RECORDS FOR THIS EXERCISE below:

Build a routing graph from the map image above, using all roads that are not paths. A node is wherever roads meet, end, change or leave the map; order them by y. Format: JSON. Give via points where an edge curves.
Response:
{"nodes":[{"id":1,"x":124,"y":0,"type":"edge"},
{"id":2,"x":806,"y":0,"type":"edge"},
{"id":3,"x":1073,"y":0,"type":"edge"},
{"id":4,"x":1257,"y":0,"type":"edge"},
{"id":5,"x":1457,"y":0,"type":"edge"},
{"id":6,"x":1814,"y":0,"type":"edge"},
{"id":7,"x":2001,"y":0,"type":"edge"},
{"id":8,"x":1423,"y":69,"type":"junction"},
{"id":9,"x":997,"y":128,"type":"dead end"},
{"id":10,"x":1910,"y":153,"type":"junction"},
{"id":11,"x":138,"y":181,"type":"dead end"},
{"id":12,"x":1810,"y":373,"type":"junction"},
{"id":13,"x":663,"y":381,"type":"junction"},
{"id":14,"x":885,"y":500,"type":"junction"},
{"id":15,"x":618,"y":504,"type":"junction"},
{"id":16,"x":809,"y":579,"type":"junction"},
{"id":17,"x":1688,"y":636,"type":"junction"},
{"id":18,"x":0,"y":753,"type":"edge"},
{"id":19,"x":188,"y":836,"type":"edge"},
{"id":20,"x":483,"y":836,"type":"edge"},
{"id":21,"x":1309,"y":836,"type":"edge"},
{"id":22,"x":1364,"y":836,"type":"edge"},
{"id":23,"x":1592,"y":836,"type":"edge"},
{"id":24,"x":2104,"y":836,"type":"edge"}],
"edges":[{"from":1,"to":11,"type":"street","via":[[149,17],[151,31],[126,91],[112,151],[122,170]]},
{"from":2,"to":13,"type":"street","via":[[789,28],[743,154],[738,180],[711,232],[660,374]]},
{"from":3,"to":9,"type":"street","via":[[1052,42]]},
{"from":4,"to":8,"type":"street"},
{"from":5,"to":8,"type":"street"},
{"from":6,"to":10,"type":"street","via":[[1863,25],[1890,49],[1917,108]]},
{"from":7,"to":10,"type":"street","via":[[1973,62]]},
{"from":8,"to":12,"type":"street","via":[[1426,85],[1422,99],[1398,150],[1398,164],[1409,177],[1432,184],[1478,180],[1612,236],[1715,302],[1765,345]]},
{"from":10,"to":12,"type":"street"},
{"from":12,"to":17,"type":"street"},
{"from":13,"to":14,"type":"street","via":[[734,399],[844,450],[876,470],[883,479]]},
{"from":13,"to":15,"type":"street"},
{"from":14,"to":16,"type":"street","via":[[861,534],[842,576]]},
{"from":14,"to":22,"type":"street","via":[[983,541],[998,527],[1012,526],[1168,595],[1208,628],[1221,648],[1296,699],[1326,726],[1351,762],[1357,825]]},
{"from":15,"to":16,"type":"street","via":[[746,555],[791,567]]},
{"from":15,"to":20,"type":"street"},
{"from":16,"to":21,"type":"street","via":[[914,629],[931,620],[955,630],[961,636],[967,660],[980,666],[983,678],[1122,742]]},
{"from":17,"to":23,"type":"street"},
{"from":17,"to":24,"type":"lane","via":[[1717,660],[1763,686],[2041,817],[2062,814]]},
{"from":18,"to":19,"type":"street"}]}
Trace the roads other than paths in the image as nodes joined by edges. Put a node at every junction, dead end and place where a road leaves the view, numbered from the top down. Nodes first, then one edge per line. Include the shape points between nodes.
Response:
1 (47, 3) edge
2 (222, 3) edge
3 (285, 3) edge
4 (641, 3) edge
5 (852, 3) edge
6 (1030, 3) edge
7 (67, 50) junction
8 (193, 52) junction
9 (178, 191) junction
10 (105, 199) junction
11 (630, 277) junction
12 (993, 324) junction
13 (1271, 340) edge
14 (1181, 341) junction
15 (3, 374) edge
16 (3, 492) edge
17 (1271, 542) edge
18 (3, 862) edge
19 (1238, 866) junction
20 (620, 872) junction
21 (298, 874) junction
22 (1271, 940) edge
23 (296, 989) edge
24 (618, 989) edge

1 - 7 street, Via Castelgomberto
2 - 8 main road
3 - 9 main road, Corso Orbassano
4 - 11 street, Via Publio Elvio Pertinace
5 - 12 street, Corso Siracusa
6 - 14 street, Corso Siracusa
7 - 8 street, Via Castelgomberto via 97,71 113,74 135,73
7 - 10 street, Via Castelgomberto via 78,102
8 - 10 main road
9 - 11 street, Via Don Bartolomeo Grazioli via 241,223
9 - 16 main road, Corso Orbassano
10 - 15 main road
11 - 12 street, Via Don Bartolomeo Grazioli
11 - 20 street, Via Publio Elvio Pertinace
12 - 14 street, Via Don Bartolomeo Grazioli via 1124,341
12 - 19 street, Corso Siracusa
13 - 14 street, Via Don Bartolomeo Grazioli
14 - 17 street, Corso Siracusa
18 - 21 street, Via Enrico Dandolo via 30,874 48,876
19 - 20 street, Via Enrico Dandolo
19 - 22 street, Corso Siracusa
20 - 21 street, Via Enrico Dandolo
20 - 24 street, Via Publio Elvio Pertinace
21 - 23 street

End of RECORDS FOR THIS EXERCISE.

» TRY IT: Write the number of lines in the data above that contain the word "main", and add nothing to it.

» RESPONSE TO THE TASK: 5